2月6日、2024年シーズンのロードレース世界選手権MotoGPクラスの公式テスト1日目がマレーシアのセパン・インターナショナル・サーキットにて現地時間10時から18時まで行われた。トップタイムはホルヘ・マルティン(プリマ・プラマック・レーシング)が記録した。

 同地で1〜3日にはシェイクダウンテストが行われ、そこではテストライダー、ルーキーのペドロ・アコスタ(レッドブルGASGASテック3)とコンセッションシステムでランクDのヤマハとホンダのレギュラーライダーがすでに走っている。

 オフィシャルテストからは、ドゥカティ、アプリリア、KTMのレギュラー陣も追加され、23人のライダーが走行した。先日ポルティマオのプライベートテストで怪我を負ったフランコ・モルビデリ(プリマ・プラマック・レーシング)は参加しておらず、ミケーレ・ピロが代役を務めている。

 公式テスト初日は、計59ラップ走ったマルティンが最初の2時間で1分57秒951記録。これがトップタイムとなったが、昨年のマレーシアGP予選でフランセスコ・バニャイアがマークした1分57秒491からは0.5秒ほどの差がある。

 2番手はシェイクダウンテストから好調のアコスタ、3番手はファビオ・クアルタラロ(モンスターエナジー・ヤマハMotoGP)で、日本メーカーの巻き返しに期待がかかる。

 ドゥカティに乗り換えたマルク・マルケス(グレシーニ・レーシングMotoGP)は技術的なトラブルもあったが9番手、ホンダの最上位はヨハン・ザルコ(カストロール・ホンダLCR)の10番手、昨年王者のフランセスコ・バニャイア(ドゥカティ・レノボ・チーム)は最初の走行で11コーナーで転んでおり16番手に留まったが、まだタイムアタックはしていないようだ。

 マルティン、バニャイア、エネア・バスティアニーニ(ドゥカティ・レノボ・チーム)は、2024年型エンジンの開発に引き続き取り組んでいる。また、ドゥカティは他メーカーと比べると大幅な空力アップデートをしていないようだ。

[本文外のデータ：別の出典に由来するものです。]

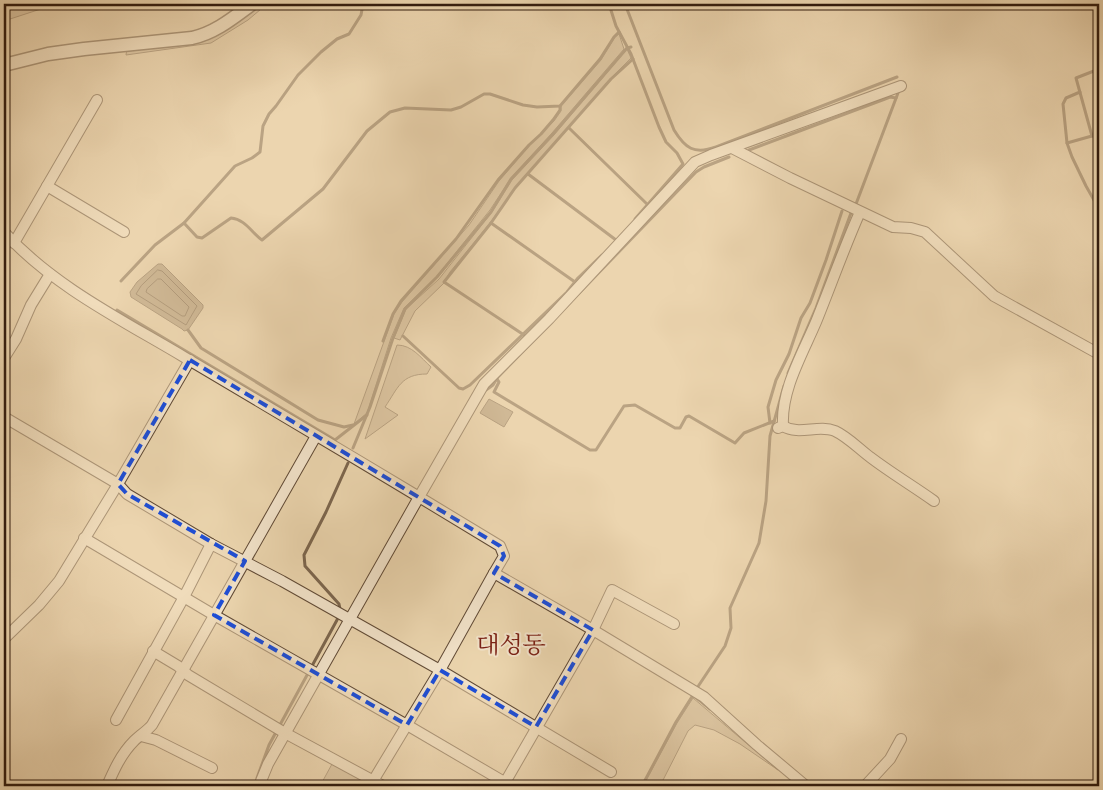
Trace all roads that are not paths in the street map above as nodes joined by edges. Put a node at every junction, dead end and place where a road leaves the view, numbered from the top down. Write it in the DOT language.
graph roads {
  1 [pos="252,4"];
  2 [pos="4,65"];
  3 [pos="901,86"];
  4 [pos="97,100"];
  5 [pos="732,148"];
  6 [pos="47,186"];
  7 [pos="860,212"];
  8 [pos="4,232"];
  9 [pos="124,232"];
  10 [pos="14,243"];
  11 [pos="50,274"];
  12 [pos="1099,354"];
  13 [pos="4,358"];
  14 [pos="190,360"];
  15 [pos="4,417"];
  16 [pos="316,436"];
  17 [pos="118,484"];
  18 [pos="420,497"];
  19 [pos="934,501"];
  20 [pos="84,538"];
  21 [pos="211,544"];
  22 [pos="245,561"];
  23 [pos="494,573"];
  24 [pos="184,596"];
  25 [pos="214,615"];
  26 [pos="343,616"];
  27 [pos="674,624"];
  28 [pos="593,630"];
  29 [pos="4,639"];
  30 [pos="153,651"];
  31 [pos="182,670"];
  32 [pos="440,670"];
  33 [pos="313,672"];
  34 [pos="116,720"];
  35 [pos="407,725"];
  36 [pos="536,728"];
  37 [pos="281,730"];
  38 [pos="141,736"];
  39 [pos="901,739"];
  40 [pos="212,768"];
  41 [pos="610,772"];
  42 [pos="373,783"];
  43 [pos="506,785"];
  44 [pos="107,786"];
  45 [pos="260,786"];
  46 [pos="383,786"];
  47 [pos="806,786"];
  48 [pos="865,786"];
  1 -- 2 [label="street"];
  3 -- 5 [label="street"];
  4 -- 6 [label="street"];
  5 -- 7 [label="street"];
  5 -- 18 [label="street"];
  6 -- 9 [label="street"];
  6 -- 10 [label="street"];
  7 -- 12 [label="street"];
  7 -- 19 [label="street"];
  8 -- 10 [label="street"];
  10 -- 11 [label="street"];
  11 -- 13 [label="street"];
  11 -- 14 [label="street"];
  14 -- 16 [label="street"];
  14 -- 17 [label="street"];
  15 -- 17 [label="street"];
  16 -- 18 [label="street"];
  16 -- 22 [label="street"];
  17 -- 20 [label="street"];
  17 -- 21 [label="street"];
  18 -- 23 [label="street"];
  18 -- 26 [label="street"];
  20 -- 24 [label="street"];
  20 -- 29 [label="street"];
  21 -- 22 [label="street"];
  21 -- 24 [label="street"];
  22 -- 25 [label="street"];
  22 -- 26 [label="street"];
  23 -- 28 [label="street"];
  23 -- 32 [label="street"];
  24 -- 25 [label="street"];
  24 -- 30 [label="street"];
  25 -- 31 [label="street"];
  25 -- 33 [label="street"];
  26 -- 32 [label="street"];
  26 -- 33 [label="street"];
  27 -- 28 [label="street"];
  28 -- 36 [label="street"];
  28 -- 47 [label="street"];
  30 -- 31 [label="street"];
  30 -- 34 [label="street"];
  31 -- 37 [label="street"];
  31 -- 38 [label="street"];
  32 -- 35 [label="street"];
  32 -- 36 [label="street"];
  33 -- 35 [label="street"];
  33 -- 37 [label="street"];
  35 -- 42 [label="street"];
  35 -- 43 [label="street"];
  36 -- 41 [label="street"];
  36 -- 43 [label="street"];
  37 -- 42 [label="street"];
  37 -- 45 [label="street"];
  38 -- 40 [label="street"];
  38 -- 44 [label="street"];
  39 -- 48 [label="street"];
  42 -- 46 [label="street"];
}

 KTMは電子制御と新しいエキゾーストシステムに加え、空力とエンジンのアップデートにも注力した。アプリリアはシェイクダウンテストから新しいエアロ、エンジン、スイングアーム、シャシーを試している。そして、ミゲール・オリベイラ(トラックハウス・レーシング)が、四輪車のテストでよく使われる、リヤに空気抵抗の流れを調べる装置をつけて走らせていた。

 ヤマハは空力と新型エンジンの微調整、リヤウイングなどをテストして、カル・クラッチロー(ヤマハ・ファクトリー・レーシング)も走行。ホンダは新しいスイングアーム、エンジン、シャシーを試していたという。中上貴晶(イデミツ・ホンダLCR)はテストライダーのステファン・ブラドルが試したスイングアームをテストしたという。